• Input data:
....
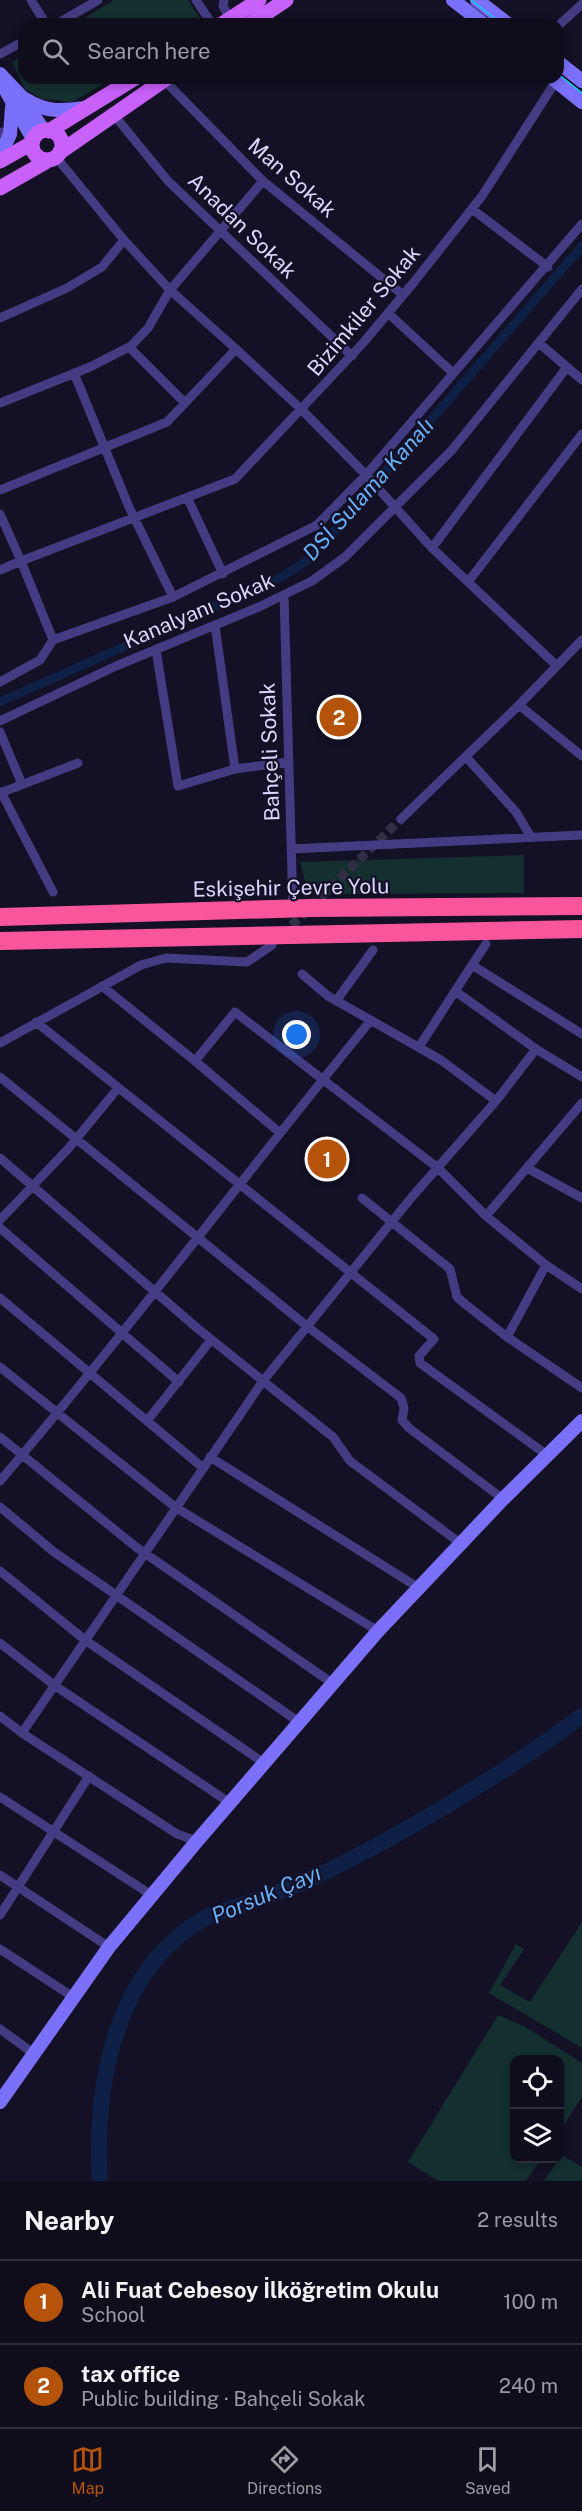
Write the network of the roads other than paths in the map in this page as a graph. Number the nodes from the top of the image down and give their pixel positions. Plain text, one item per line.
1 (31, 0) edge
2 (98, 0) edge
3 (196, 0) edge
4 (224, 0) edge
5 (286, 0) edge
6 (453, 0) edge
7 (477, 0) edge
8 (253, 2) edge
9 (582, 4) edge
10 (42, 18) edge
11 (67, 18) edge
12 (208, 18) edge
13 (225, 18) edge
14 (230, 18) edge
15 (258, 18) edge
16 (476, 18) edge
17 (500, 18) edge
18 (564, 20) edge
19 (18, 44) edge
20 (0, 54) edge
21 (564, 67) edge
22 (0, 74) edge
23 (0, 80) edge
24 (582, 81) edge
25 (125, 84) edge
26 (158, 84) edge
27 (170, 84) edge
28 (551, 84) edge
29 (559, 84) edge
30 (16, 100) junction
31 (582, 102) edge
32 (86, 108) junction
33 (114, 115) junction
34 (39, 136) junction
35 (0, 156) edge
36 (55, 156) junction
37 (0, 161) edge
38 (263, 181) junction
39 (0, 188) edge
40 (472, 209) junction
41 (582, 224) edge
42 (220, 231) junction
43 (124, 240) junction
44 (548, 267) junction
45 (170, 290) junction
46 (582, 290) edge
47 (404, 295) junction
48 (388, 313) junction
49 (0, 318) edge
50 (539, 343) junction
51 (129, 347) junction
52 (236, 349) junction
53 (352, 356) junction
54 (567, 367) junction
55 (74, 373) junction
56 (453, 373) junction
57 (582, 380) edge
58 (0, 403) edge
59 (185, 403) junction
60 (302, 410) junction
61 (582, 434) edge
62 (104, 447) junction
63 (369, 477) junction
64 (0, 490) edge
65 (188, 497) junction
66 (394, 504) junction
67 (0, 514) edge
68 (134, 517) junction
69 (432, 548) junction
70 (21, 561) junction
71 (0, 570) edge
72 (223, 574) junction
73 (468, 582) junction
74 (284, 595) junction
75 (173, 597) junction
76 (215, 625) junction
77 (53, 640) junction
78 (582, 640) edge
79 (156, 650) junction
80 (557, 666) junction
81 (0, 682) edge
82 (519, 705) junction
83 (0, 721) edge
84 (0, 732) edge
85 (582, 756) edge
86 (466, 757) junction
87 (288, 762) junction
88 (78, 763) dead end
89 (235, 769) junction
90 (22, 784) junction
91 (1, 792) edge
92 (400, 819) tunnel mouth
93 (582, 835) edge
94 (531, 837) junction
95 (291, 849) junction
96 (53, 892) dead end
97 (582, 906) edge
98 (293, 909) junction
99 (0, 917) edge
100 (582, 929) edge
101 (0, 941) edge
102 (486, 944) dead end
103 (272, 945) dead end
104 (373, 950) dead end
105 (472, 965) junction
106 (302, 974) dead end
107 (102, 986) junction
108 (455, 991) junction
109 (336, 1001) junction
110 (370, 1020) junction
111 (36, 1022) junction
112 (582, 1034) edge
113 (0, 1043) edge
114 (419, 1047) junction
115 (536, 1050) junction
116 (195, 1061) junction
117 (0, 1077) edge
118 (582, 1077) edge
119 (322, 1080) junction
120 (117, 1088) junction
121 (496, 1101) junction
122 (582, 1102) edge
123 (578, 1115) edge
124 (279, 1132) junction
125 (76, 1139) junction
126 (0, 1158) edge
127 (438, 1168) junction
128 (527, 1168) junction
129 (240, 1184) junction
130 (33, 1188) junction
131 (362, 1198) dead end
132 (582, 1198) edge
133 (486, 1216) junction
134 (0, 1220) edge
135 (392, 1221) junction
136 (0, 1228) edge
137 (199, 1237) junction
138 (546, 1265) junction
139 (351, 1273) junction
140 (582, 1289) edge
141 (156, 1293) junction
142 (0, 1298) edge
143 (308, 1327) junction
144 (123, 1333) junction
145 (507, 1337) junction
146 (212, 1340) junction
147 (0, 1367) edge
148 (90, 1374) junction
149 (263, 1381) junction
150 (179, 1382) junction
151 (582, 1388) edge
152 (56, 1414) junction
153 (147, 1421) junction
154 (582, 1421) edge
155 (0, 1437) edge
156 (22, 1455) junction
157 (547, 1455) junction
158 (210, 1457) junction
159 (202, 1467) junction
160 (0, 1481) edge
161 (503, 1499) junction
162 (0, 1507) edge
163 (175, 1507) junction
164 (460, 1543) junction
165 (144, 1552) junction
166 (0, 1571) edge
167 (418, 1588) junction
168 (116, 1595) junction
169 (378, 1632) junction
170 (85, 1640) junction
171 (0, 1643) edge
172 (332, 1683) junction
173 (54, 1685) junction
174 (0, 1716) edge
175 (299, 1722) junction
176 (22, 1733) junction
177 (264, 1763) junction
178 (88, 1776) junction
179 (0, 1797) edge
180 (230, 1803) junction
181 (53, 1832) junction
182 (197, 1841) junction
183 (0, 1875) edge
184 (19, 1887) junction
185 (153, 1896) junction
186 (0, 1915) edge
187 (109, 1947) junction
188 (0, 1949) edge
189 (73, 1997) junction
190 (0, 2029) edge
191 (33, 2053) junction
192 (0, 2102) edge

1 - 10 street
2 - 11 street
3 - 12 street
4 - 13 street
5 - 15 main road
6 - 16 street
7 - 17 street
8 - 14 main road
9 - 18 street
19 - 20 street
21 - 24 street
22 - 30 street
23 - 30 street
25 - 32 main road
26 - 33 main road
27 - 38 street, Man Sokak
28 - 40 street, Bizimkiler Sokak
29 - 31 street
30 - 32 street
30 - 34 street
30 - 35 street
32 - 34 main road
33 - 36 main road
33 - 42 street, Anadan Sokak
34 - 36 main road
34 - 36 main road
34 - 37 main road
36 - 39 main road
36 - 43 street
38 - 42 street
38 - 47 street, Man Sokak
40 - 44 street
40 - 47 street, Bizimkiler Sokak
41 - 44 street
42 - 45 street
42 - 53 street, Anadan Sokak
43 - 45 street
43 - 49 street
44 - 56 street
45 - 51 street
45 - 52 street
46 - 50 street, Kanalyanı Sokak
47 - 48 street, Bizimkiler Sokak
48 - 53 street, Bizimkiler Sokak
48 - 56 street
50 - 54 street
50 - 66 street, Kanalyanı Sokak
51 - 55 street
51 - 59 street
52 - 59 street
52 - 60 street
53 - 60 street, Bizimkiler Sokak
54 - 57 street
54 - 69 street
55 - 58 street
55 - 62 street
56 - 63 street
59 - 62 street
60 - 63 street
60 - 65 street, Bizimkiler Sokak
61 - 73 street
62 - 64 street
62 - 68 street
63 - 66 street
63 - 72 street
65 - 68 street, Bizimkiler Sokak
65 - 72 street
66 - 69 street
66 - 74 street, Kanalyanı Sokak
67 - 70 street
68 - 70 street, Bizimkiler Sokak
68 - 75 street
69 - 73 street
70 - 71 street, Bizimkiler Sokak
70 - 77 street
72 - 75 street
73 - 80 street
74 - 76 street, Kanalyanı Sokak
74 - 87 street, Bahçeli Sokak
75 - 77 street
76 - 79 street, Kanalyanı Sokak
76 - 89 street
77 - 81 street
78 - 80 street
79 - 83 street, Kanalyanı Sokak
79 - 89 street
80 - 82 street
82 - 85 street
82 - 86 street
84 - 90 street
86 - 92 street
86 - 94 street
87 - 89 street
87 - 95 street, Bahçeli Sokak
88 - 90 street
90 - 91 street
91 - 96 street
93 - 94 street
94 - 95 street
95 - 98 street, Bahçeli Sokak
97 - 98 highway, Eskişehir Çevre Yolu
98 - 99 highway, Eskişehir Çevre Yolu
100 - 101 highway
102 - 105 street
103 - 107 street
104 - 109 street
105 - 108 street
105 - 112 street
106 - 109 street
107 - 111 street
107 - 116 street
108 - 114 street
108 - 115 street
109 - 110 street
110 - 114 street
110 - 119 street
111 - 113 street
111 - 120 street
114 - 121 street
115 - 118 street
115 - 121 street
116 - 119 street
116 - 124 street
117 - 125 street
119 - 124 street
119 - 127 street
120 - 125 street
120 - 129 street
121 - 127 street
122 - 123 street
123 - 128 street
124 - 129 street
125 - 130 street
125 - 137 street
126 - 130 street
127 - 133 street
127 - 135 street
128 - 132 street
128 - 133 street
129 - 137 street
129 - 139 street
130 - 134 street
130 - 141 street
131 - 135 street
133 - 138 street
135 - 139 street
135 - 145 street
136 - 144 street
137 - 141 street
137 - 143 street
138 - 140 street
138 - 145 street
139 - 143 street
139 - 157 street
141 - 144 street
141 - 146 street
142 - 148 street
143 - 149 street
143 - 161 street
144 - 148 street
144 - 150 street
145 - 151 street
146 - 149 street
146 - 150 street
147 - 152 street
148 - 152 street
148 - 153 street
149 - 158 street
149 - 164 street
150 - 153 street
152 - 156 street
152 - 163 street
153 - 159 street
154 - 157 street
155 - 156 street
156 - 160 street
156 - 165 street
157 - 161 street
158 - 159 street
158 - 167 street
159 - 163 street
161 - 164 street
162 - 168 street
163 - 165 street
163 - 169 street
164 - 167 street
165 - 168 street
165 - 172 street
166 - 170 street
167 - 169 street
168 - 170 street
168 - 175 street
169 - 172 street
170 - 173 street
170 - 177 street
171 - 173 street
172 - 175 street
173 - 176 street
173 - 180 street
174 - 176 street
175 - 177 street
176 - 178 street
177 - 180 street
178 - 181 street
178 - 182 street
179 - 181 street
180 - 182 street
181 - 184 street
181 - 185 street
182 - 185 street
183 - 184 street
184 - 186 street
184 - 187 street
185 - 187 street
187 - 189 street
188 - 189 street
189 - 191 street
190 - 191 street
191 - 192 street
....
• Task to carry out:
Search the data above for the string "Bizimkiler". Report every line where it is found.

• Solution to the exercise:
28 - 40 street, Bizimkiler Sokak
40 - 47 street, Bizimkiler Sokak
47 - 48 street, Bizimkiler Sokak
48 - 53 street, Bizimkiler Sokak
53 - 60 street, Bizimkiler Sokak
60 - 65 street, Bizimkiler Sokak
65 - 68 street, Bizimkiler Sokak
68 - 70 street, Bizimkiler Sokak
70 - 71 street, Bizimkiler Sokak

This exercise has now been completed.